Arshia Asudeh, known as Ash Asudeh, is a Canadian linguist specialising in semantics, syntax and cognitive science, and based at Carleton University and the University of Oxford; in 2016, the latter awarded him the title of Professor of Semantics.

== Life ==
Ash Asudeh graduated from Carleton University with a Bachelor of Arts degree in cognitive science in 1996, before completing a two-year MPhil at the University of Edinburgh with a thesis entitled Anaphora and argument structure: topics in the syntax and semantics of reflexives and reciprocals. Between 1998 and 2004, he completed a PhD at the Department of Linguistics at Stanford University, successfully defending a thesis on Resumption as resource management. For the following academic year, he lectured at the University of Canterbury, Christchurch; he was an assistant professor (2006–10) and then associate professor (since 2010) at Carleton University. In 2011, he took up a post as lecturer at the University of Oxford's Faculty of Linguistics, Philology and Phonetics, and joined Jesus College, Oxford, as a fellow. In 2016, the University of Oxford awarded him the title of Professor of Semantics.

== Research ==
Asudeh's research focuses on semantics, pragmatics, syntax, cognitive science, computational linguistics, language and logic.

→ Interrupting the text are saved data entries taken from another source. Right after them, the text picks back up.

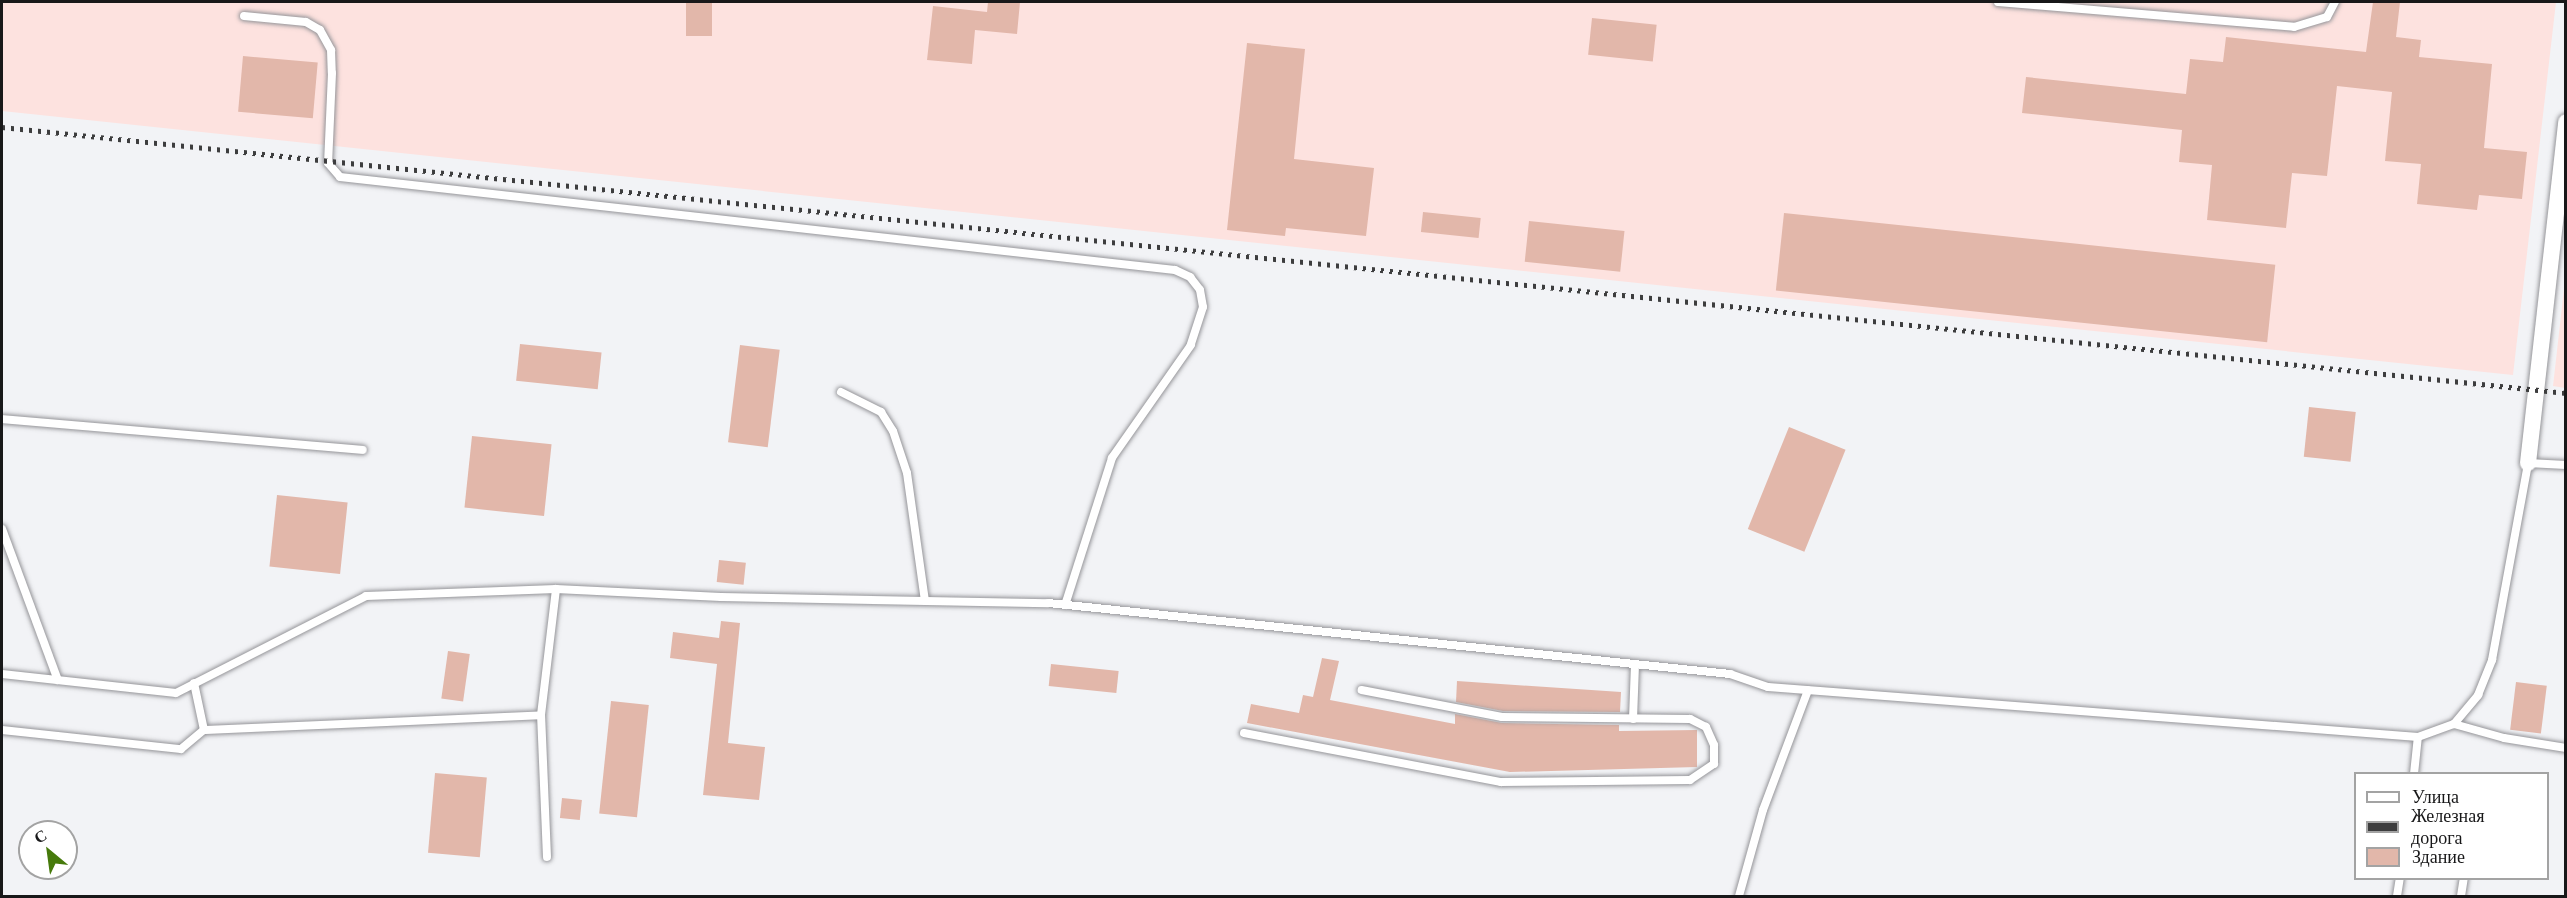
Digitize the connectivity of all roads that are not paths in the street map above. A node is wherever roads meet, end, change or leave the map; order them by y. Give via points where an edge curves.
1 (1998, 2) edge
2 (2335, 2) edge
3 (243, 16) dead end
4 (2565, 122) edge
5 (841, 392) dead end
6 (2, 419) edge
7 (363, 450) dead end
8 (2528, 463) junction
9 (2565, 465) edge
10 (2, 529) edge
11 (556, 589) junction
12 (925, 601) junction
13 (1065, 605) junction
14 (1635, 664) junction
15 (2, 674) edge
16 (58, 680) junction
17 (194, 683) junction
18 (1362, 690) dead end
19 (1808, 690) junction
20 (541, 715) junction
21 (1634, 719) junction
22 (2454, 724) junction
23 (2, 730) edge
24 (204, 730) junction
25 (1244, 733) dead end
26 (2418, 737) junction
27 (2565, 748) edge
28 (2414, 772) edge
29 (547, 857) dead end
30 (2400, 880) edge
31 (2464, 880) edge
32 (1738, 897) edge
33 (2397, 897) edge
34 (2461, 897) edge

1 - 2 lane via 2294,27 2327,17
3 - 13 lane via 306,22 320,30 331,50 332,61 328,162 340,177 1175,270 1190,276 1200,290 1203,307 1191,345 1112,458
4 - 8 street
5 - 12 lane via 881,412 892,431 908,473
6 - 7 lane
8 - 9 lane
8 - 22 lane via 2492,660 2478,695
10 - 16 lane
11 - 12 lane
11 - 17 lane via 366,596
11 - 20 lane
12 - 13 lane
13 - 14 lane
14 - 19 lane via 1730,674 1768,687
14 - 21 lane
15 - 16 lane
16 - 17 lane via 176,693
17 - 24 lane
18 - 21 lane via 1502,717
19 - 26 lane
19 - 32 lane via 1763,810
20 - 24 lane
20 - 29 lane
21 - 25 lane via 1690,719 1706,727 1714,746 1714,764 1690,780 1501,782
22 - 26 lane
22 - 27 lane via 2504,738
23 - 24 lane via 180,749
26 - 28 lane
30 - 33 lane
31 - 34 lane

His published works include:
- Joan Bresnan, Ash Asudeh, Ida Toivonen, and Stephen Wechsler, Lexical-Functional Syntax, 2nd ed. (Wiley-Blackwell, 2016).

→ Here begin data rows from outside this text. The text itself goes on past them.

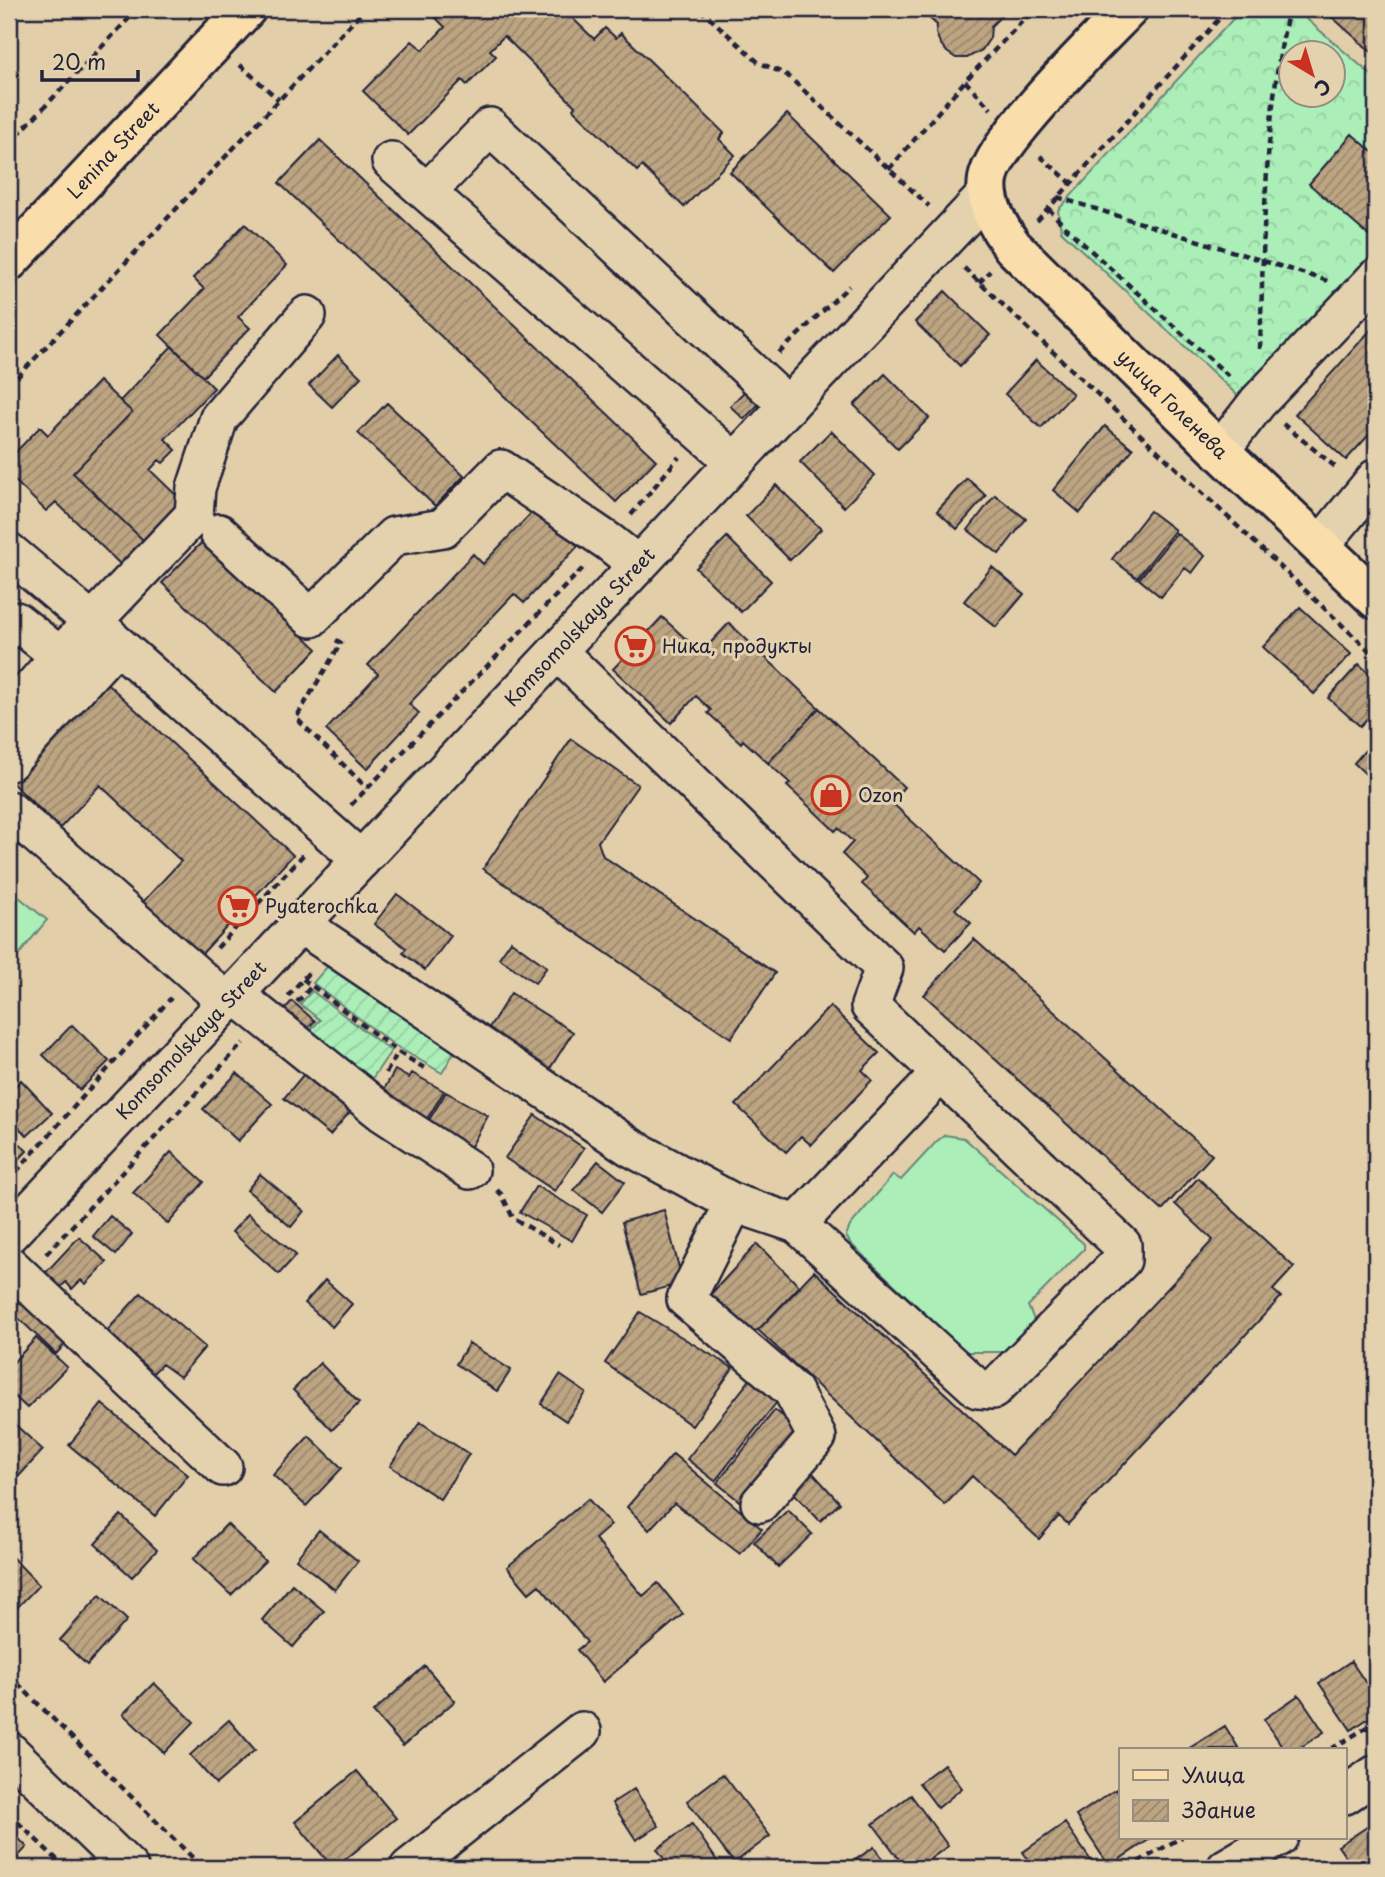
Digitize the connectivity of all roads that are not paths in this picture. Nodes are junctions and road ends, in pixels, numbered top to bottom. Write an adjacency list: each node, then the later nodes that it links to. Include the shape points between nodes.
1 (246, 9): 6 (main road, Lenina Street)
2 (1128, 9): 5 (main road, Komsomolskaya Street, via 1014,132 988,176)
3 (391, 160): 4 (street)
4 (427, 192): 9 (street, via 490,127); 11 (street)
5 (987, 194): 9 (street, Komsomolskaya Street); 10 (main road, улица Голенева, via 997,226 1013,247)
6 (9, 261)
7 (1369, 285): 10 (street, via 1258,402)
8 (307, 315): 19 (street, via 219,418 196,488 194,515)
9 (788, 406): 11 (street, Komsomolskaya Street)
10 (1220, 451): 14 (main road, улица Голенева)
11 (735, 462): 16 (street, Komsomolskaya Street)
12 (1370, 484): 14 (street)
13 (219, 533): 16 (street, via 311,618 394,536 443,528 501,470)
14 (1320, 546): 17 (main road, улица Голенева)
15 (9, 552): 19 (street)
16 (638, 565): 20 (street, Komsomolskaya Street)
17 (1376, 599)
18 (9, 629): 21 (street, via 16,621)
19 (104, 633): 21 (street); 23 (street); 25 (street)
20 (557, 651): 25 (street, Komsomolskaya Street); 28 (street, via 884,968 870,1006)
21 (60, 656): 22 (street)
22 (9, 714)
23 (9, 762)
24 (9, 810): 27 (street, via 193,973)
25 (361, 860): 26 (street, Komsomolskaya Street)
26 (300, 924): 27 (street, Komsomolskaya Street); 30 (street, via 630,1147)
27 (231, 998): 29 (street, via 383,1113); 32 (street, Komsomolskaya Street)
28 (940, 1074): 31 (street); 31 (street, via 1122,1245 1122,1260 993,1390 978,1389)
29 (470, 1170)
30 (734, 1203): 31 (street); 35 (street, via 685,1298 793,1390 817,1437)
31 (797, 1224)
32 (9, 1234)
33 (9, 1265): 34 (street)
34 (223, 1467)
35 (760, 1503)
36 (582, 1731): 42 (street)
37 (9, 1751): 41 (street)
38 (1376, 1774): 39 (street)
39 (1346, 1794)
40 (1276, 1839): 43 (street)
41 (108, 1861)
42 (409, 1868)
43 (1226, 1868)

- Ash Asudeh and Ida Toivonen, "With Lexical Integrity", Theoretical Linguistics, vol. 40, issues 1–2 (2014), pp. 175–186.
- Ash Asudeh, Mary Dalrymple and Ida Toivonen, "Constructions with Lexical Integrity", Journal of Language Modelling, vol. 1, issue 1 (2013), pp. 1–54.
- Ash Asudeh and Ida Toivonen, "Copy raising and perception", Natural Language and Linguistic Theory, vol. 30, issue 2 (2012), pp. 321–380.
- Ash Asudeh, The Logic of Pronominal Resumption (Oxford University Press, 2012).